Monday of the Twenty-second Week in Ordinary Time
1st Reading – 1 Thessalonians 4:13-18
We do not want you to be ignorant, brothers, concerning those who are sleeping, so as not to be sorrowful, like these others who do not have hope.
For if we believe that Jesus has died and risen again, so also will God bring back with Jesus those who sleep in him.
For we say this to you, in the Word of the Lord: that we who are alive, who remain until the return of the Lord, will not precede those who have fallen asleep.
For the Lord himself, with a command and with the voice of an Archangel and with a trumpet of God, shall descend from heaven. And the dead, who are in Christ, shall rise up first.
Next, we who are alive, who are remaining, shall be taken up quickly together with them into the clouds to meet Christ in the air. And in this way, we shall be with the Lord always.
Therefore, console one another with these words.
Responsorial Psalm – Psalms 96:1 AND 3, 4-5, 11-12, 13
R. (13b) The Lord comes to judge the earth.
Sing to the LORD a new song;
sing to the LORD, all you lands.
Tell his glory among the nations;
among all peoples, his wondrous deeds.
R. The Lord comes to judge the earth.
For great is the LORD and highly to be praised;
awesome is he, beyond all gods.
For all the gods of the nations are things of nought,
but the LORD made the heavens.
R. The Lord comes to judge the earth.
Let the heavens be glad and the earth rejoice;
let the sea and what fills it resound;
let the plains be joyful and all that is in them!
Then shall all the trees of the forest exult.

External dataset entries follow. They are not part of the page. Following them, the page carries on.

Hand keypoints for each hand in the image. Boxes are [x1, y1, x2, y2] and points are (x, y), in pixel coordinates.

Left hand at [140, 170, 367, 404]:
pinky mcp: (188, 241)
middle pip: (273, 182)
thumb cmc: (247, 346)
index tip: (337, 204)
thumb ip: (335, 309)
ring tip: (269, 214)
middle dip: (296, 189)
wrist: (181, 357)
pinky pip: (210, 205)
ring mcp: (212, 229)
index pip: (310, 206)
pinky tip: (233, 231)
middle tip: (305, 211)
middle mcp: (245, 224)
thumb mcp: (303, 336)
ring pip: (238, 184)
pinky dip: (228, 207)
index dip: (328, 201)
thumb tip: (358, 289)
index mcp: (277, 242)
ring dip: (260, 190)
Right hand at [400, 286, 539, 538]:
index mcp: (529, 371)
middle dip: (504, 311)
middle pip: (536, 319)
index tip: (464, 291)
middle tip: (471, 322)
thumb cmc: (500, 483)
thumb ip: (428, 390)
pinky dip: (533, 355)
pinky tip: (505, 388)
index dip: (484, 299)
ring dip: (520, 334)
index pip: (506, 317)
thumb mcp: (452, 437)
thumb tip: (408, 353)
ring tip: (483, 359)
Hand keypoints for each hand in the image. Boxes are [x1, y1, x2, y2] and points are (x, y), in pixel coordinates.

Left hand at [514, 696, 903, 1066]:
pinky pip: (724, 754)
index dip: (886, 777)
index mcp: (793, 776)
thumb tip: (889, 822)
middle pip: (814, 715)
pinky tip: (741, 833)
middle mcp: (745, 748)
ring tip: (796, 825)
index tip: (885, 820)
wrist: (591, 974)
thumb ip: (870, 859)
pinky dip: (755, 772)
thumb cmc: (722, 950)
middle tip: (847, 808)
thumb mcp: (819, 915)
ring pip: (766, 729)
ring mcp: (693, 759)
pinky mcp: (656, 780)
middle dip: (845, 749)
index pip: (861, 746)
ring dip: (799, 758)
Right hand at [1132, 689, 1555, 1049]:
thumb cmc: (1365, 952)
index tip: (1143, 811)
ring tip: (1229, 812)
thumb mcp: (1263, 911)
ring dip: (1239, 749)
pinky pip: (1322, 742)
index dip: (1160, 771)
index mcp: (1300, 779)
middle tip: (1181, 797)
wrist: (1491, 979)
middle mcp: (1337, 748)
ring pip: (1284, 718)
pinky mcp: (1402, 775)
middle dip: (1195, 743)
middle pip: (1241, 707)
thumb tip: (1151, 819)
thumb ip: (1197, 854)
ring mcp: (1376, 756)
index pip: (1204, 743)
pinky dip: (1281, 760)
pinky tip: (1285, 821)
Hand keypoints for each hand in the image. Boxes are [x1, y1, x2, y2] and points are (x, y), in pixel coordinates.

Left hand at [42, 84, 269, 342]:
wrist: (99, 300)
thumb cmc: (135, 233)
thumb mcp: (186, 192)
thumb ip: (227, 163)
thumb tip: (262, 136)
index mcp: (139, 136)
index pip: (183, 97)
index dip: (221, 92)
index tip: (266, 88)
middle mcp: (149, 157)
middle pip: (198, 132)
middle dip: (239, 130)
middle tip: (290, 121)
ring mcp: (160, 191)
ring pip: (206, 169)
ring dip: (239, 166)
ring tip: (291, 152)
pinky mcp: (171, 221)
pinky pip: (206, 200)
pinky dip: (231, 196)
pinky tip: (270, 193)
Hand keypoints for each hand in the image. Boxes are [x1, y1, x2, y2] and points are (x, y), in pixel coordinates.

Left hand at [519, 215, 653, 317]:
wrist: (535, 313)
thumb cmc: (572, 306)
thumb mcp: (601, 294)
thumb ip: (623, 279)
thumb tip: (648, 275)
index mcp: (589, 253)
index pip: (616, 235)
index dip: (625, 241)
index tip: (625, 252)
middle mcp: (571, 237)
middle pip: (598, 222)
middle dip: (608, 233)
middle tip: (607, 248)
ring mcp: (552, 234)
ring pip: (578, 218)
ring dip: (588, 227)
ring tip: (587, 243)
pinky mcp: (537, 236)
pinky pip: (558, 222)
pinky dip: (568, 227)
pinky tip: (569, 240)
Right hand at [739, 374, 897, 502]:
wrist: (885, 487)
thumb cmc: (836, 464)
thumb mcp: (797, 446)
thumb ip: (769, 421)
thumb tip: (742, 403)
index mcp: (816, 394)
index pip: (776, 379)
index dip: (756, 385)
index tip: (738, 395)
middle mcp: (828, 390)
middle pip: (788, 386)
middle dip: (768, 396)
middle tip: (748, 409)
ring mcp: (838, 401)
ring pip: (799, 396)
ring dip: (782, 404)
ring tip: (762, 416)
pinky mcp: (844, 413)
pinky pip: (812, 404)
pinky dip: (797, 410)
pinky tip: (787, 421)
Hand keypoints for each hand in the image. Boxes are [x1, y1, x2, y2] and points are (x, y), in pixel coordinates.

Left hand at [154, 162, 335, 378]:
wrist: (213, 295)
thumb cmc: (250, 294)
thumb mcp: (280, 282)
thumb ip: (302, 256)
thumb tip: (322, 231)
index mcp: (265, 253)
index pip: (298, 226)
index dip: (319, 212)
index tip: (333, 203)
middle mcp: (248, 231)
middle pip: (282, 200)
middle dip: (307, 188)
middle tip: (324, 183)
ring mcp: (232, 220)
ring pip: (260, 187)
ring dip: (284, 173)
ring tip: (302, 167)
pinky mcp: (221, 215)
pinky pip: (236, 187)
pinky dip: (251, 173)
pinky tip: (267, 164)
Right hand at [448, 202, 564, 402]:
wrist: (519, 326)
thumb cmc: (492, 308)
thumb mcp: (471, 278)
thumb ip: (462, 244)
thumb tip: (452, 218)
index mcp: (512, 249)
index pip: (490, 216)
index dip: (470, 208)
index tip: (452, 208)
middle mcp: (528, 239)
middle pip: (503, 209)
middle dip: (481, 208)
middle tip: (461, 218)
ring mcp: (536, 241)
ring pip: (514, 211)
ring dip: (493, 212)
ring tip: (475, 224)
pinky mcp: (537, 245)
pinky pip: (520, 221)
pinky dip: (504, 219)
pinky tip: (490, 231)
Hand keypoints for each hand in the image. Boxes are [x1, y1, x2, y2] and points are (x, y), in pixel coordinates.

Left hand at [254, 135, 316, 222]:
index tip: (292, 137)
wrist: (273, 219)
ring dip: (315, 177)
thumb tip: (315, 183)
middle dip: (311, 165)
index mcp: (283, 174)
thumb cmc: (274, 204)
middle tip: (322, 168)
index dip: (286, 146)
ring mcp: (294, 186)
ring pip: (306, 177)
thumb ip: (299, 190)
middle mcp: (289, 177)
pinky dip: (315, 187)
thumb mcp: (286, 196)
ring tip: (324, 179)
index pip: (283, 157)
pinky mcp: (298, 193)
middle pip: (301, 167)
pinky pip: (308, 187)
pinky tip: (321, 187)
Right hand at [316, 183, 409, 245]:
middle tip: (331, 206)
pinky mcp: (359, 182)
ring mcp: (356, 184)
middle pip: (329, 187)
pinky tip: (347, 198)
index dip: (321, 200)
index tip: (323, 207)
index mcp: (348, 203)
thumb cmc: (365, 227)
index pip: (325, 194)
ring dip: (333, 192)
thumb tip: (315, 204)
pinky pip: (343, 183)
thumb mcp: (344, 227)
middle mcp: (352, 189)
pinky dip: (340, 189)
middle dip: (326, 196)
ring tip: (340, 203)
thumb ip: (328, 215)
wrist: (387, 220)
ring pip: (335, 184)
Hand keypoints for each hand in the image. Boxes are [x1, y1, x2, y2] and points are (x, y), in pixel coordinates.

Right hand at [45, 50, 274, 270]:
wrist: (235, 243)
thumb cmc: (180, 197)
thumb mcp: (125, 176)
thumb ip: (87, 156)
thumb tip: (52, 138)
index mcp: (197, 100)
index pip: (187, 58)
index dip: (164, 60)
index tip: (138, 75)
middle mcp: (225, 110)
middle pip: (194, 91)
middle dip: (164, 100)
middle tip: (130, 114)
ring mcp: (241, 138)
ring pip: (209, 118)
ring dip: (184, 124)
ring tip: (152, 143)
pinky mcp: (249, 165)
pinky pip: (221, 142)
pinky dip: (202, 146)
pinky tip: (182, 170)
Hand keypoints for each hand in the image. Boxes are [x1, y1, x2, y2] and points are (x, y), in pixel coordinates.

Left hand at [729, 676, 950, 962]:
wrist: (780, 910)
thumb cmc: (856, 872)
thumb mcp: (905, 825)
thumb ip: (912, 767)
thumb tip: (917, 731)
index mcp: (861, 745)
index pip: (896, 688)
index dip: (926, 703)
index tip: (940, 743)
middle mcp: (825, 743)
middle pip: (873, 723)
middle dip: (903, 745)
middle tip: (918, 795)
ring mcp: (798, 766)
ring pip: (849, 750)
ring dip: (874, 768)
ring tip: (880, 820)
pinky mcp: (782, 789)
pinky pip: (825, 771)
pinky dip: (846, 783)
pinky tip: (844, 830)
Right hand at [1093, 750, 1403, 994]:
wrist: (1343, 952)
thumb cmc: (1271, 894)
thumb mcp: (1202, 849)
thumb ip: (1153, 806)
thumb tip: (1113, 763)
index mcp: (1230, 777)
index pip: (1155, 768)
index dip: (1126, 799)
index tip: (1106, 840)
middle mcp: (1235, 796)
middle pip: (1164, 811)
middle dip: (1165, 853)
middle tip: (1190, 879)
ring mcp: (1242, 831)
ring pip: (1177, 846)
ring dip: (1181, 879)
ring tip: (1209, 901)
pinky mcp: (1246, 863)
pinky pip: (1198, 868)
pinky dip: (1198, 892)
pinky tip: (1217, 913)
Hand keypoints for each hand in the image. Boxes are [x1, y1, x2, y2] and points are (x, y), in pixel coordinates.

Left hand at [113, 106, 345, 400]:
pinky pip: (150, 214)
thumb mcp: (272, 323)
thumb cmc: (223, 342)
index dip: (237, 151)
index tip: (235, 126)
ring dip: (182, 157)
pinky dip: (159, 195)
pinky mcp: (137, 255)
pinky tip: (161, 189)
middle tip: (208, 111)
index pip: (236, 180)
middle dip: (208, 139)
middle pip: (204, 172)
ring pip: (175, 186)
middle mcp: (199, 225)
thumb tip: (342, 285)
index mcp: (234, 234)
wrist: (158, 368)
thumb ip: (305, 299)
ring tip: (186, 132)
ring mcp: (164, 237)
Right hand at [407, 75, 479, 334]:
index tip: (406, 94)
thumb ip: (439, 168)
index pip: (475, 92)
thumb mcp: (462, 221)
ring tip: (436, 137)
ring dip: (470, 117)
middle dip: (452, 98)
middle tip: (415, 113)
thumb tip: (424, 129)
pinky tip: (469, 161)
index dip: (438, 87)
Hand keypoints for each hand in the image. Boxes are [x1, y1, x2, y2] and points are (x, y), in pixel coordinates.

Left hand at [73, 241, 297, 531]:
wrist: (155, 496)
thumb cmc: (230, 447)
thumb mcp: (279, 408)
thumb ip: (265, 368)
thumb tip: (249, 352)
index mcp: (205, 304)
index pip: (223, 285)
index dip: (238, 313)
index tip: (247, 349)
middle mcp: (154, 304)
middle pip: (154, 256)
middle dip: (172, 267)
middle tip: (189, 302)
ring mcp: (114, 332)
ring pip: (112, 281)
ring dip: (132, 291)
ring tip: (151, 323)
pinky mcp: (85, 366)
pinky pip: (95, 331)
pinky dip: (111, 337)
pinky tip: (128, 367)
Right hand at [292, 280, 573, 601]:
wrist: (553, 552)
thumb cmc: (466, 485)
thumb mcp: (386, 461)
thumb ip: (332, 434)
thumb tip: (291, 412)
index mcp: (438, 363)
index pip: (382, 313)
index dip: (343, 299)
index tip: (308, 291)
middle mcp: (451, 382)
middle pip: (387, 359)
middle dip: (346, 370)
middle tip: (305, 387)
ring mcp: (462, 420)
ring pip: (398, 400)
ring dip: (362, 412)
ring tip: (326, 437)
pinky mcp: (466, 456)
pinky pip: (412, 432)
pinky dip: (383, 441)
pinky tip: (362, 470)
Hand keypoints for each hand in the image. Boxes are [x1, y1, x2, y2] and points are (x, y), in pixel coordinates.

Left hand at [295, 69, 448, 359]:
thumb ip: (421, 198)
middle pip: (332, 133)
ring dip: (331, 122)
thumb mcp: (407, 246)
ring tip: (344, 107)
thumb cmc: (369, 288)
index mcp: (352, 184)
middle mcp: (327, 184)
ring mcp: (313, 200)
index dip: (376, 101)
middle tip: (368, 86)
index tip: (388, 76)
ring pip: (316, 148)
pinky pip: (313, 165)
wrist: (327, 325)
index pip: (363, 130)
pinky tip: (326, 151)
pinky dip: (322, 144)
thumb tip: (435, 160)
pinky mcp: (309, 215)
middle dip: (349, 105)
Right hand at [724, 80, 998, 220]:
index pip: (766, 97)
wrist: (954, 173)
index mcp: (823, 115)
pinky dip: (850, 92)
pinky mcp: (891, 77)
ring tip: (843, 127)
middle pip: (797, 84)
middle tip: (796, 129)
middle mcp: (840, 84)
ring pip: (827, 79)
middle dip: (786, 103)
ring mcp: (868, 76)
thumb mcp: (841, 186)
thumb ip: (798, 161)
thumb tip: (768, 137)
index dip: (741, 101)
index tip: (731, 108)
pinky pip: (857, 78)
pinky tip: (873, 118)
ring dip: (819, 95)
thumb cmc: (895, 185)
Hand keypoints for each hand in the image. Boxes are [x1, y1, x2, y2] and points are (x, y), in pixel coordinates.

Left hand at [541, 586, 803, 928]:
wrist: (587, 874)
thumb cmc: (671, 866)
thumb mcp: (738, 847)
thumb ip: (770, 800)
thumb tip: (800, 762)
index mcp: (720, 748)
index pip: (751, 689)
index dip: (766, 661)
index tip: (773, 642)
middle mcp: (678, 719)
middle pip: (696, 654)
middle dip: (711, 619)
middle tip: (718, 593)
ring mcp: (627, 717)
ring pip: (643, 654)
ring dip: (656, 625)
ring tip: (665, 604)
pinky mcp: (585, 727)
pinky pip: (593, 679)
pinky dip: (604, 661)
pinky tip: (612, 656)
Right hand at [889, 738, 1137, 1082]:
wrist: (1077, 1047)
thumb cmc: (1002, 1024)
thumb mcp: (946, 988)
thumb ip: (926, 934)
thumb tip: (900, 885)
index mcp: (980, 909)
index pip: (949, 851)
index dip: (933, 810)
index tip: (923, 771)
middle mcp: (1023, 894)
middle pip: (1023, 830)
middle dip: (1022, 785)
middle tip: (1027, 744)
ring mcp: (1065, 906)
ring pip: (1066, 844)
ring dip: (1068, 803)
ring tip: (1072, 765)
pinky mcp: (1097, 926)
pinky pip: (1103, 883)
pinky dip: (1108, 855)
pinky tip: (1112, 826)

R. The Lord comes to judge the earth.
Before the LORD, for he comes;
for he comes to rule the earth.
He shall rule the world with justice
and the peoples with his constancy.
R. The Lord comes to judge the earth.
Alleluia – SEE Luke 4:18
R. Alleluia, alleluia.
The Spirit of the Lord is upon me;
he has sent me to bring glad tidings to the poor.
R. Alleluia, alleluia.
Gospel – Luke 4:16-30
Jesus came to Nazareth, where he had grown up, and went according to his custom into the synagogue on the sabbath day. He stood up to read and was handed a scroll of the prophet Isaiah. He unrolled the scroll and found the passage where it was written:
The Spirit of the Lord is upon me, because he has anointed me to bring glad tidings to the poor. He has sent me to proclaim liberty to captives and recovery of sight to the blind, to let the oppressed go free, and to proclaim a year acceptable to the Lord.
Rolling up the scroll, he handed it back to the attendant and sat down, and the eyes of all in the synagogue looked intently at him.
He said to them, “Today this Scripture passage is fulfilled in your hearing.”
And all spoke highly of him and were amazed at the gracious words that came from his mouth. They also asked, “Is this not the son of Joseph?”
He said to them, “Surely you will quote me this proverb, ‘Physician, cure yourself,’ and say, ‘Do here in your native place the things that we heard were done in Capernaum.’”
And he said, “Amen, I say to you, no prophet is accepted in his own native place.
Indeed, I tell you, there were many widows in Israel in the days of Elijah when the sky was closed for three and a half years and a severe famine spread over the entire land.
It was to none of these that Elijah was sent, but only to a widow in Zarephath in the land of Sidon.
Again, there were many lepers in Israel during the time of Elisha the prophet; yet not one of them was cleansed, but only Naaman the Syrian.”
When the people in the synagogue heard this, they were all filled with fury.
They rose up, drove him out of the town, and led him to the brow of the hill on which their town had been built, to hurl him down headlong.
But he passed through the midst of them and went away.